Servis beni eve bıraktı ama ben eve gitmedim. Evimizin yanındaki ormana gitmek en sevdiğim şeylerdendir. Doğanın güzel sesleri içinde kitap okumak kadar huzur verici bir şey yoktur benim için. Her zamanki oturduğum derenin yanındaki kayaya oturdum ve kitabımı okumaya başladım. Normalde hava kararana dek orda kitap okurum. Kitabımı okurken gözüm dereye kaydı. Derenin içinde bir çöp gördüm onu hemen çöpe atmaya özen gösteririm ki doğa en azından temiz kalsın. Oraya çok sık gittiğim için uzun zamandır çöp yoktur. Ama bu sefer yem yeşil bir şişe gördüm içini açtım ve kayıt çıktı içinden. İçinde iki tane daire vardı üstlerinde de “GÖRÜNNMEZLİK” ve “SÜPER HIZ” yazıyordu. Güldüm içimden. Kesin küçük çocuklar bir oyun oynuyordu da ordan kalmıştı. İçimden geldi “GÖRÜNMEZLİK”i işaretledim. Çünkü bu gerçek olsa gün içinde cidden işime yarayabilirdi. Sonra hava zaten kararmıştı eşyalarımı toplayıp şişeyi aldım ve evin yolunu tuttum. Eve girmeden şişeyi çöpe attım daha sonra da bugün çok yorulduğumdan hemen uyumuşum.

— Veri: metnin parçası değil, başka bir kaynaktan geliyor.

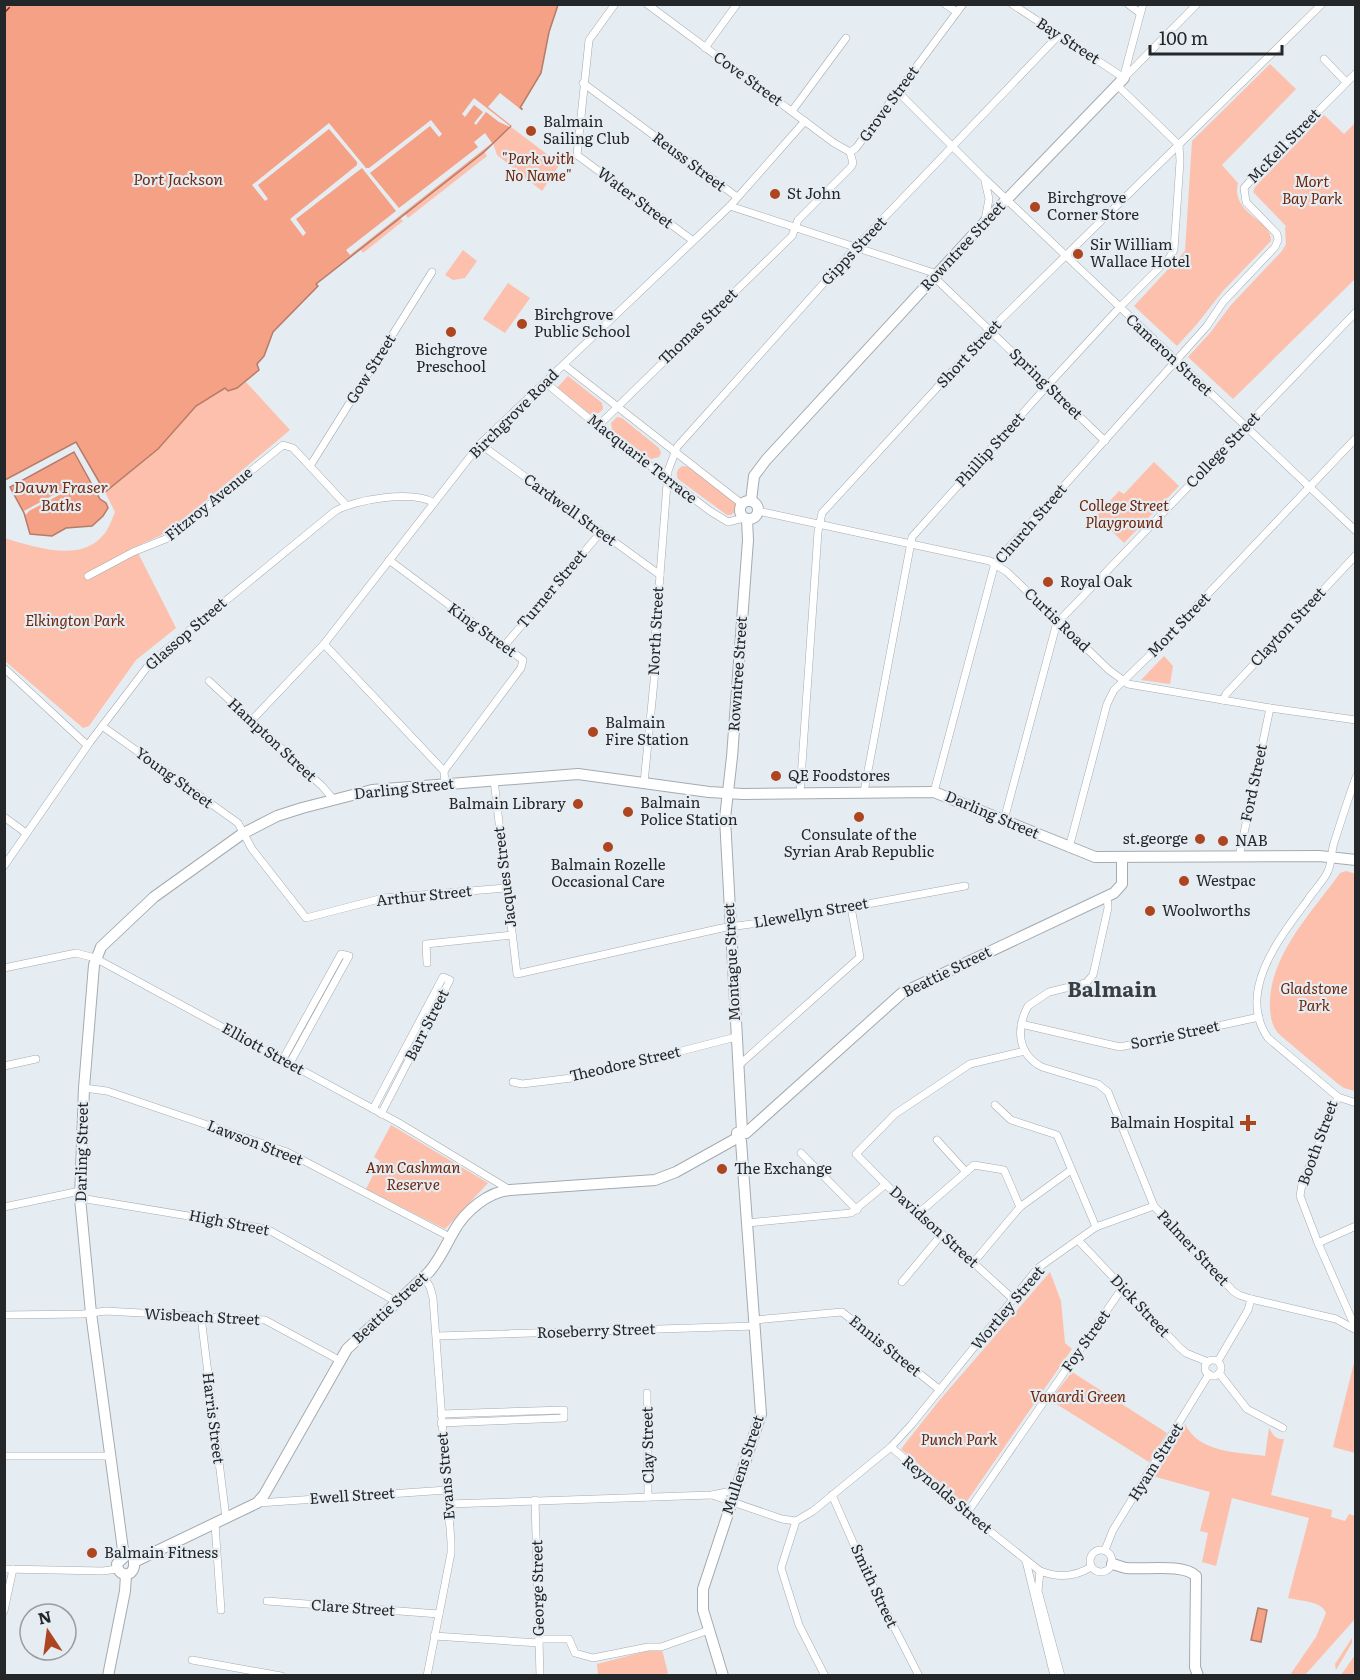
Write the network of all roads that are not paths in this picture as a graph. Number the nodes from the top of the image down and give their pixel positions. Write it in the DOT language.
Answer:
graph roads {
  1 [pos="615,4"];
  2 [pos="647,4"];
  3 [pos="737,4"];
  4 [pos="945,4"];
  5 [pos="963,4"];
  6 [pos="1012,4"];
  7 [pos="1128,4"];
  8 [pos="1143,4"];
  9 [pos="1197,4"];
  10 [pos="1322,4"];
  11 [pos="957,12"];
  12 [pos="1140,13"];
  13 [pos="1059,35"];
  14 [pos="846,38"];
  15 [pos="705,48"];
  16 [pos="1131,51"];
  17 [pos="1141,60"];
  18 [pos="1324,60"];
  19 [pos="1356,73"];
  20 [pos="1121,81"];
  21 [pos="1346,82"];
  22 [pos="583,83"];
  23 [pos="898,92"];
  24 [pos="792,111"];
  25 [pos="805,121"];
  26 [pos="1179,145"];
  27 [pos="952,146"];
  28 [pos="850,152"];
  29 [pos="984,178"];
  30 [pos="737,197"];
  31 [pos="1006,200"];
  32 [pos="730,206"];
  33 [pos="984,223"];
  34 [pos="796,227"];
  35 [pos="692,240"];
  36 [pos="856,247"];
  37 [pos="1065,256"];
  38 [pos="432,272"];
  39 [pos="936,275"];
  40 [pos="1119,308"];
  41 [pos="1356,312"];
  42 [pos="990,330"];
  43 [pos="1176,362"];
  44 [pos="564,364"];
  45 [pos="546,383"];
  46 [pos="1047,386"];
  47 [pos="617,406"];
  48 [pos="598,426"];
  49 [pos="1245,428"];
  50 [pos="1356,438"];
  51 [pos="1105,441"];
  52 [pos="480,444"];
  53 [pos="676,452"];
  54 [pos="310,466"];
  55 [pos="669,479"];
  56 [pos="1310,486"];
  57 [pos="434,503"];
  58 [pos="746,503"];
  59 [pos="346,505"];
  60 [pos="758,511"];
  61 [pos="746,519"];
  62 [pos="820,523"];
  63 [pos="1356,531"];
  64 [pos="601,532"];
  65 [pos="910,544"];
  66 [pos="1356,555"];
  67 [pos="390,560"];
  68 [pos="995,563"];
  69 [pos="660,575"];
  70 [pos="88,576"];
  71 [pos="1059,621"];
  72 [pos="324,644"];
  73 [pos="504,646"];
  74 [pos="4,668"];
  75 [pos="208,681"];
  76 [pos="1123,682"];
  77 [pos="1223,700"];
  78 [pos="1270,708"];
  79 [pos="1356,720"];
  80 [pos="251,721"];
  81 [pos="102,726"];
  82 [pos="87,745"];
  83 [pos="444,771"];
  84 [pos="1356,777"];
  85 [pos="494,780"];
  86 [pos="644,783"];
  87 [pos="445,784"];
  88 [pos="864,792"];
  89 [pos="934,792"];
  90 [pos="727,793"];
  91 [pos="800,793"];
  92 [pos="334,800"];
  93 [pos="4,817"];
  94 [pos="1004,820"];
  95 [pos="26,833"];
  96 [pos="242,834"];
  97 [pos="1069,848"];
  98 [pos="1331,857"];
  99 [pos="1122,858"];
  100 [pos="1239,858"];
  101 [pos="1356,860"];
  102 [pos="4,866"];
  103 [pos="965,886"];
  104 [pos="506,888"];
  105 [pos="1107,896"];
  106 [pos="851,907"];
  107 [pos="730,927"];
  108 [pos="512,935"];
  109 [pos="95,958"];
  110 [pos="427,963"];
  111 [pos="4,968"];
  112 [pos="517,974"];
  113 [pos="326,991"];
  114 [pos="430,1011"];
  115 [pos="1259,1017"];
  116 [pos="1021,1024"];
  117 [pos="301,1026"];
  118 [pos="309,1030"];
  119 [pos="736,1037"];
  120 [pos="410,1049"];
  121 [pos="1025,1051"];
  122 [pos="36,1059"];
  123 [pos="286,1061"];
  124 [pos="4,1066"];
  125 [pos="738,1066"];
  126 [pos="513,1082"];
  127 [pos="84,1088"];
  128 [pos="1338,1097"];
  129 [pos="1356,1104"];
  130 [pos="995,1105"];
  131 [pos="374,1109"];
  132 [pos="381,1114"];
  133 [pos="742,1136"];
  134 [pos="937,1140"];
  135 [pos="801,1152"];
  136 [pos="1071,1170"];
  137 [pos="966,1172"];
  138 [pos="886,1184"];
  139 [pos="510,1190"];
  140 [pos="80,1195"];
  141 [pos="1154,1206"];
  142 [pos="4,1207"];
  143 [pos="1020,1207"];
  144 [pos="856,1210"];
  145 [pos="919,1212"];
  146 [pos="747,1223"];
  147 [pos="1356,1226"];
  148 [pos="1096,1227"];
  149 [pos="942,1234"];
  150 [pos="450,1237"];
  151 [pos="1078,1240"];
  152 [pos="1318,1242"];
  153 [pos="974,1263"];
  154 [pos="424,1277"];
  155 [pos="902,1282"];
  156 [pos="1123,1287"];
  157 [pos="1013,1299"];
  158 [pos="1251,1299"];
  159 [pos="397,1302"];
  160 [pos="91,1313"];
  161 [pos="4,1315"];
  162 [pos="201,1317"];
  163 [pos="755,1323"];
  164 [pos="1356,1329"];
  165 [pos="436,1336"];
  166 [pos="339,1360"];
  167 [pos="1218,1361"];
  168 [pos="1208,1362"];
  169 [pos="1219,1373"];
  170 [pos="1209,1374"];
  171 [pos="940,1390"];
  172 [pos="647,1393"];
  173 [pos="506,1412"];
  174 [pos="441,1414"];
  175 [pos="506,1421"];
  176 [pos="441,1423"];
  177 [pos="1283,1428"];
  178 [pos="891,1447"];
  179 [pos="4,1456"];
  180 [pos="111,1456"];
  181 [pos="447,1490"];
  182 [pos="736,1490"];
  183 [pos="712,1495"];
  184 [pos="832,1495"];
  185 [pos="648,1497"];
  186 [pos="536,1500"];
  187 [pos="257,1503"];
  188 [pos="731,1503"];
  189 [pos="448,1504"];
  190 [pos="967,1513"];
  191 [pos="226,1518"];
  192 [pos="796,1521"];
  193 [pos="215,1524"];
  194 [pos="1105,1550"];
  195 [pos="129,1560"];
  196 [pos="1026,1561"];
  197 [pos="1113,1563"];
  198 [pos="1091,1567"];
  199 [pos="4,1569"];
  200 [pos="13,1569"];
  201 [pos="1040,1571"];
  202 [pos="122,1572"];
  203 [pos="267,1601"];
  204 [pos="221,1610"];
  205 [pos="4,1611"];
  206 [pos="439,1614"];
  207 [pos="709,1630"];
  208 [pos="435,1636"];
  209 [pos="539,1641"];
  210 [pos="192,1660"];
  211 [pos="108,1676"];
  212 [pos="281,1676"];
  213 [pos="427,1676"];
  214 [pos="540,1676"];
  215 [pos="723,1676"];
  216 [pos="825,1676"];
  217 [pos="919,1676"];
  218 [pos="1054,1676"];
  219 [pos="1061,1676"];
  220 [pos="1198,1676"];
  1 -- 22 [label="street"];
  2 -- 15 [label="street, Cove Street"];
  3 -- 15 [label="street"];
  4 -- 11 [label="street"];
  5 -- 11 [label="street, Grove Street"];
  6 -- 13 [label="street, Bay Street"];
  7 -- 12 [label="street"];
  8 -- 12 [label="street"];
  9 -- 17 [label="street, Rowntree Street"];
  10 -- 26 [label="street, Short Street"];
  11 -- 23 [label="street, Grove Street"];
  12 -- 16 [label="street"];
  13 -- 20 [label="street, Bay Street"];
  13 -- 27 [label="street, Gipps Street"];
  14 -- 24 [label="street"];
  15 -- 24 [label="street, Cove Street"];
  16 -- 17 [label="street"];
  16 -- 20 [label="street"];
  17 -- 20 [label="street, Rowntree Street"];
  18 -- 21 [label="street"];
  19 -- 21 [label="street, McKell Street"];
  20 -- 26 [label="street, Bay Street"];
  20 -- 31 [label="street, Rowntree Street"];
  21 -- 43 [label="street, McKell Street"];
  22 -- 30 [label="street, Reuss Street"];
  22 -- 35 [label="street, Water Street"];
  23 -- 27 [label="street, Cameron Street"];
  23 -- 28 [label="street, Grove Street"];
  24 -- 25 [label="street, Cove Street"];
  25 -- 28 [label="street, Cove Street"];
  25 -- 30 [label="street, Birchgrove Road"];
  26 -- 37 [label="street, Short Street"];
  26 -- 40 [label="street, Phillip Street"];
  27 -- 29 [label="street, Cameron Street"];
  27 -- 36 [label="street, Gipps Street"];
  28 -- 34 [label="street, Grove Street"];
  29 -- 31 [label="street, Cameron Street"];
  29 -- 33 [label="street"];
  30 -- 32 [label="street, Birchgrove Road"];
  31 -- 33 [label="street, Rowntree Street"];
  31 -- 37 [label="street, Cameron Street"];
  32 -- 34 [label="street, Spring Street"];
  32 -- 35 [label="street, Birchgrove Road"];
  33 -- 39 [label="street, Rowntree Street"];
  34 -- 36 [label="street, Spring Street"];
  34 -- 47 [label="street, Thomas Street"];
  35 -- 44 [label="street, Birchgrove Road"];
  36 -- 39 [label="street, Spring Street"];
  36 -- 53 [label="street, Gipps Street"];
  37 -- 40 [label="street, Cameron Street"];
  37 -- 42 [label="street, Short Street"];
  38 -- 54 [label="street, Gow Street"];
  39 -- 42 [label="street, Spring Street"];
  39 -- 58 [label="street, Rowntree Street"];
  40 -- 43 [label="street, Cameron Street"];
  40 -- 46 [label="street, Phillip Street"];
  41 -- 49 [label="street, College Street"];
  42 -- 46 [label="street, Spring Street"];
  42 -- 62 [label="street, Short Street"];
  43 -- 49 [label="street, Cameron Street"];
  43 -- 51 [label="street, Church Street"];
  44 -- 45 [label="street, Birchgrove Road"];
  44 -- 47 [label="street, Macquarie Terrace"];
  45 -- 48 [label="street, Macquarie Terrace"];
  45 -- 52 [label="street, Birchgrove Road"];
  46 -- 51 [label="street, Spring Street"];
  46 -- 65 [label="street, Phillip Street"];
  47 -- 48 [label="street, Thomas Street"];
  47 -- 53 [label="street, Macquarie Terrace"];
  48 -- 55 [label="street, Macquarie Terrace"];
  49 -- 56 [label="street, Cameron Street"];
  49 -- 71 [label="street, College Street"];
  50 -- 56 [label="street, Mort Street"];
  51 -- 68 [label="street, Church Street"];
  52 -- 57 [label="street, Birchgrove Road"];
  52 -- 64 [label="street, Cardwell Street"];
  53 -- 55 [label="street, Gipps Street"];
  53 -- 58 [label="street, Macquarie Terrace"];
  54 -- 59 [label="street"];
  54 -- 70 [label="street, Fitzroy Avenue"];
  55 -- 61 [label="street, Macquarie Terrace"];
  55 -- 69 [label="street, North Street"];
  56 -- 63 [label="street, Cameron Street"];
  56 -- 76 [label="street, Mort Street"];
  57 -- 59 [label="street, Glassop Street"];
  57 -- 67 [label="street, Birchgrove Road"];
  58 -- 60 [label="street"];
  58 -- 61 [label="street"];
  59 -- 81 [label="street, Glassop Street"];
  60 -- 61 [label="street"];
  60 -- 62 [label="street, Curtis Road"];
  61 -- 90 [label="street, Rowntree Street"];
  62 -- 65 [label="street, Curtis Road"];
  62 -- 91 [label="street, Short Street"];
  64 -- 69 [label="street, Cardwell Street"];
  64 -- 73 [label="street, Turner Street"];
  65 -- 68 [label="street, Curtis Road"];
  65 -- 88 [label="street, Phillip Street"];
  66 -- 77 [label="street, Clayton Street"];
  67 -- 72 [label="street, Birchgrove Road"];
  67 -- 73 [label="street, King Street"];
  68 -- 71 [label="street, Curtis Road"];
  68 -- 89 [label="street, Church Street"];
  69 -- 86 [label="street, North Street"];
  71 -- 76 [label="street, Curtis Road"];
  71 -- 94 [label="street, College Street"];
  72 -- 80 [label="street, Birchgrove Road"];
  72 -- 83 [label="street"];
  73 -- 83 [label="street, King Street"];
  74 -- 82 [label="street"];
  75 -- 80 [label="street, Hampton Street"];
  76 -- 77 [label="street, Curtis Road"];
  76 -- 97 [label="street, Mort Street"];
  77 -- 78 [label="street, Curtis Road"];
  78 -- 79 [label="street, Curtis Road"];
  78 -- 100 [label="street, Ford Street"];
  80 -- 92 [label="street, Hampton Street"];
  81 -- 82 [label="street, Glassop Street"];
  81 -- 96 [label="street, Young Street"];
  82 -- 95 [label="street, Glassop Street"];
  83 -- 87 [label="street"];
  84 -- 98 [label="street"];
  85 -- 86 [label="street, Darling Street"];
  85 -- 87 [label="street, Darling Street"];
  85 -- 104 [label="street, Jacques Street"];
  86 -- 90 [label="street, Darling Street"];
  87 -- 92 [label="street, Darling Street"];
  88 -- 89 [label="street, Darling Street"];
  88 -- 91 [label="street, Darling Street"];
  89 -- 94 [label="street, Darling Street"];
  90 -- 91 [label="street, Darling Street"];
  90 -- 107 [label="street, Montague Street"];
  92 -- 96 [label="street, Darling Street"];
  93 -- 95 [label="street"];
  94 -- 97 [label="street, Darling Street"];
  95 -- 102 [label="street, Glassop Street"];
  96 -- 104 [label="street, Arthur Street"];
  96 -- 109 [label="street, Darling Street"];
  97 -- 99 [label="street, Darling Street"];
  98 -- 100 [label="street, Darling Street"];
  98 -- 101 [label="street, Darling Street"];
  98 -- 115 [label="street"];
  99 -- 100 [label="street, Darling Street"];
  99 -- 105 [label="street"];
  103 -- 106 [label="street, Llewellyn Street"];
  104 -- 108 [label="street, Jacques Street"];
  105 -- 116 [label="street"];
  105 -- 133 [label="street, Beattie Street"];
  106 -- 107 [label="street, Llewellyn Street"];
  106 -- 125 [label="street"];
  107 -- 112 [label="street, Llewellyn Street"];
  107 -- 119 [label="street, Montague Street"];
  108 -- 110 [label="street"];
  108 -- 112 [label="street, Jacques Street"];
  109 -- 111 [label="street, Elliott Street"];
  109 -- 123 [label="street, Elliott Street"];
  109 -- 127 [label="street, Darling Street"];
  113 -- 113 [label="street"];
  113 -- 117 [label="street"];
  113 -- 118 [label="street"];
  114 -- 120 [label="street, Barr Street"];
  115 -- 116 [label="street, Sorrie Street"];
  115 -- 128 [label="street, Booth Street"];
  116 -- 121 [label="street"];
  117 -- 118 [label="street"];
  117 -- 123 [label="street"];
  118 -- 123 [label="street"];
  119 -- 125 [label="street, Montague Street"];
  119 -- 126 [label="street, Theodore Street"];
  120 -- 131 [label="street, Barr Street"];
  120 -- 132 [label="street, Barr Street"];
  121 -- 138 [label="street, Davidson Street"];
  121 -- 141 [label="street, Palmer Street"];
  122 -- 124 [label="street"];
  123 -- 131 [label="street, Elliott Street"];
  125 -- 133 [label="street, Montague Street"];
  127 -- 140 [label="street, Darling Street"];
  127 -- 150 [label="street, Lawson Street"];
  128 -- 129 [label="street"];
  128 -- 152 [label="street, Booth Street"];
  130 -- 136 [label="street"];
  131 -- 132 [label="street, Elliott Street"];
  132 -- 139 [label="street, Elliott Street"];
  133 -- 139 [label="street, Beattie Street"];
  133 -- 146 [label="street, Mullens Street"];
  134 -- 137 [label="street"];
  135 -- 144 [label="street"];
  136 -- 143 [label="street"];
  136 -- 148 [label="street"];
  137 -- 143 [label="street"];
  137 -- 145 [label="street"];
  138 -- 144 [label="street"];
  138 -- 145 [label="street, Davidson Street"];
  139 -- 150 [label="street, Beattie Street"];
  140 -- 142 [label="street, High Street"];
  140 -- 159 [label="street, High Street"];
  140 -- 160 [label="street, Darling Street"];
  141 -- 148 [label="street, Wortley Street"];
  141 -- 158 [label="street, Palmer Street"];
  143 -- 153 [label="street"];
  144 -- 146 [label="street"];
  145 -- 149 [label="street, Davidson Street"];
  146 -- 163 [label="street, Mullens Street"];
  147 -- 152 [label="street"];
  148 -- 151 [label="street, Wortley Street"];
  149 -- 153 [label="street, Davidson Street"];
  149 -- 155 [label="street"];
  150 -- 154 [label="street, Beattie Street"];
  151 -- 156 [label="street, Dick Street"];
  151 -- 157 [label="street, Wortley Street"];
  152 -- 164 [label="street, Booth Street"];
  153 -- 157 [label="street, Davidson Street"];
  154 -- 159 [label="street, Beattie Street"];
  154 -- 165 [label="street, Evans Street"];
  156 -- 168 [label="street, Dick Street"];
  156 -- 190 [label="street, Foy Street"];
  157 -- 171 [label="street, Wortley Street"];
  158 -- 164 [label="street, Palmer Street"];
  158 -- 167 [label="street"];
  159 -- 166 [label="street, Beattie Street"];
  160 -- 161 [label="street, Wisbeach Street"];
  160 -- 162 [label="street, Wisbeach Street"];
  160 -- 180 [label="street, Darling Street"];
  162 -- 166 [label="street, Wisbeach Street"];
  162 -- 191 [label="street, Harris Street"];
  163 -- 165 [label="street, Roseberry Street"];
  163 -- 171 [label="street, Ennis Street"];
  163 -- 182 [label="street, Mullens Street"];
  165 -- 174 [label="street, Evans Street"];
  166 -- 187 [label="street, Beattie Street"];
  167 -- 168 [label="street"];
  167 -- 169 [label="street"];
  168 -- 170 [label="street"];
  169 -- 170 [label="street"];
  169 -- 177 [label="street"];
  170 -- 194 [label="street, Hyam Street"];
  171 -- 178 [label="street, Wortley Street"];
  172 -- 185 [label="street, Clay Street"];
  173 -- 174 [label="street"];
  173 -- 175 [label="street"];
  173 -- 175 [label="street"];
  174 -- 176 [label="street, Evans Street"];
  175 -- 176 [label="street"];
  176 -- 181 [label="street, Evans Street"];
  178 -- 184 [label="street, Reynolds Street"];
  178 -- 190 [label="street, Reynolds Street"];
  179 -- 180 [label="street"];
  180 -- 195 [label="street, Darling Street"];
  181 -- 187 [label="street, Ewell Street"];
  181 -- 189 [label="street, Evans Street"];
  182 -- 183 [label="street"];
  182 -- 188 [label="street, Mullens Street"];
  183 -- 185 [label="street"];
  183 -- 188 [label="street"];
  184 -- 192 [label="street, Reynolds Street"];
  184 -- 217 [label="street, Smith Street"];
  185 -- 186 [label="street"];
  186 -- 189 [label="street"];
  186 -- 209 [label="street, George Street"];
  187 -- 191 [label="street"];
  188 -- 192 [label="street"];
  188 -- 207 [label="street, Mullens Street"];
  189 -- 206 [label="street, Evans Street"];
  190 -- 196 [label="street, Reynolds Street"];
  191 -- 193 [label="street"];
  192 -- 216 [label="street"];
  193 -- 195 [label="street"];
  193 -- 204 [label="street"];
  194 -- 197 [label="street"];
  194 -- 198 [label="street"];
  195 -- 202 [label="street"];
  195 -- 202 [label="street"];
  196 -- 201 [label="street, Reynolds Street"];
  196 -- 218 [label="street"];
  197 -- 198 [label="street"];
  197 -- 220 [label="street"];
  198 -- 201 [label="street, Reynolds Street"];
  199 -- 200 [label="street"];
  200 -- 202 [label="street"];
  200 -- 205 [label="street"];
  201 -- 219 [label="street"];
  202 -- 211 [label="street"];
  203 -- 206 [label="street, Clare Street"];
  206 -- 208 [label="street, Evans Street"];
  207 -- 209 [label="street"];
  207 -- 215 [label="street, Mullens Street"];
  208 -- 209 [label="street"];
  208 -- 213 [label="street, Evans Street"];
  209 -- 214 [label="street, George Street"];
  210 -- 212 [label="street"];
}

Sonraki sabah uyandım ve yanı başımda o şişe vardı “Ben bunu atmamış mıydım?” diye düşündüm ama çok kafaya takmadım çünkü servise yetişmeliydim. Bugün de önceki gün gibi berbat geçti ve hemen okul sonrası olmuştu. Okul sonrasında yine Berke o kız dalga geçiyordu. Çantasını alıp yere falan atıyorlardı. Bu sefer cidden bir şey yapmak istedim Hemen bahçeye koştum ve sabah yanımda olan şişeyi çıkarttım. Bugün kızlar tuvaletinde şunu fark ettim ki şişenin kapağını açınca görünmez olabiliyordum. Biliyorum kulağa çılgınca geliyor ama gerçek. Buna bende çok şaşırmıştım. Hemen şişenin kapağını açıp onların yanına gittim. Yere elimle büyük harflerle “BİR DAHA BİRİNE ZORBALIK YAPARSAN BU SENİN İÇİN HİÇ İYİ OLMAZ” yazdım sonra yerden bir sopa aldım ve hepsi hemen korkup kaçtılar. Ertesi gün Berke bir daha bana zorbalık yapmaya çalıştı o yeni kıza zorbalık yaparken ki görüntüsü geldi aklıma ve kendimi savundum. Buna bende Berke’de şaşırmıştı. Sonra yeni kız yanıma gelip az önce yaptığımın çok havalı olduğunu ve bunun taktiklerini on da öğretmem gerektiğini söyledi. O günden beri Necla’yla en yakın arkadaşlarız. Ve artık o zorbalanan kız olarak anılmıyorum ki bu benim için çok büyük bir aşama.